§ Exercise prompt: The job is to output each record again, character for character.

§ Supplied material:
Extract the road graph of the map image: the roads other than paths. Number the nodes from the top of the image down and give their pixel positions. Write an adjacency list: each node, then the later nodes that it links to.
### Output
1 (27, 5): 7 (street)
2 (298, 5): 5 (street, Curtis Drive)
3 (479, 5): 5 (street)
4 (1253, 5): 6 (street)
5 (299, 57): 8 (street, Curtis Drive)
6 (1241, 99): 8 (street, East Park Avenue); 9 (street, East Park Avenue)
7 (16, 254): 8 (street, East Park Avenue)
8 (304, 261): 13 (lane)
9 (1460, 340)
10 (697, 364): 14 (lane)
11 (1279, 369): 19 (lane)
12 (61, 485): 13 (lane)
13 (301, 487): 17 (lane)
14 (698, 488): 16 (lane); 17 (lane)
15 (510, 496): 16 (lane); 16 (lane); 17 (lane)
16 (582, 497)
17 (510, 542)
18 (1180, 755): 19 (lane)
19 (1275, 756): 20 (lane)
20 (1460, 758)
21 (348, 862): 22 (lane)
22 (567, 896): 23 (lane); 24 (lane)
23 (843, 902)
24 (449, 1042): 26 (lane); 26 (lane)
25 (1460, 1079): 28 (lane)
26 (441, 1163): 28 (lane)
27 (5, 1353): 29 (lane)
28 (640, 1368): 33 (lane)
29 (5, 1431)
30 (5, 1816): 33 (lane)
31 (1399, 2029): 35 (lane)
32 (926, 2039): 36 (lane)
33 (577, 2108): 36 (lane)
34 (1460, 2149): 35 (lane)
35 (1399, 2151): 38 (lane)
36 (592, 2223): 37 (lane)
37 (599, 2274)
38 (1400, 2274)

§ Response area:
Extract the road graph of the map image: the roads other than paths. Number the nodes from the top of the image down and give their pixel positions. Write an adjacency list: each node, then the later nodes that it links to.
### Output
1 (27, 5): 7 (street)
2 (298, 5): 5 (street, Curtis Drive)
3 (479, 5): 5 (street)
4 (1253, 5): 6 (street)
5 (299, 57): 8 (street, Curtis Drive)
6 (1241, 99): 8 (street, East Park Avenue); 9 (street, East Park Avenue)
7 (16, 254): 8 (street, East Park Avenue)
8 (304, 261): 13 (lane)
9 (1460, 340)
10 (697, 364): 14 (lane)
11 (1279, 369): 19 (lane)
12 (61, 485): 13 (lane)
13 (301, 487): 17 (lane)
14 (698, 488): 16 (lane); 17 (lane)
15 (510, 496): 16 (lane); 16 (lane); 17 (lane)
16 (582, 497)
17 (510, 542)
18 (1180, 755): 19 (lane)
19 (1275, 756): 20 (lane)
20 (1460, 758)
21 (348, 862): 22 (lane)
22 (567, 896): 23 (lane); 24 (lane)
23 (843, 902)
24 (449, 1042): 26 (lane); 26 (lane)
25 (1460, 1079): 28 (lane)
26 (441, 1163): 28 (lane)
27 (5, 1353): 29 (lane)
28 (640, 1368): 33 (lane)
29 (5, 1431)
30 (5, 1816): 33 (lane)
31 (1399, 2029): 35 (lane)
32 (926, 2039): 36 (lane)
33 (577, 2108): 36 (lane)
34 (1460, 2149): 35 (lane)
35 (1399, 2151): 38 (lane)
36 (592, 2223): 37 (lane)
37 (599, 2274)
38 (1400, 2274)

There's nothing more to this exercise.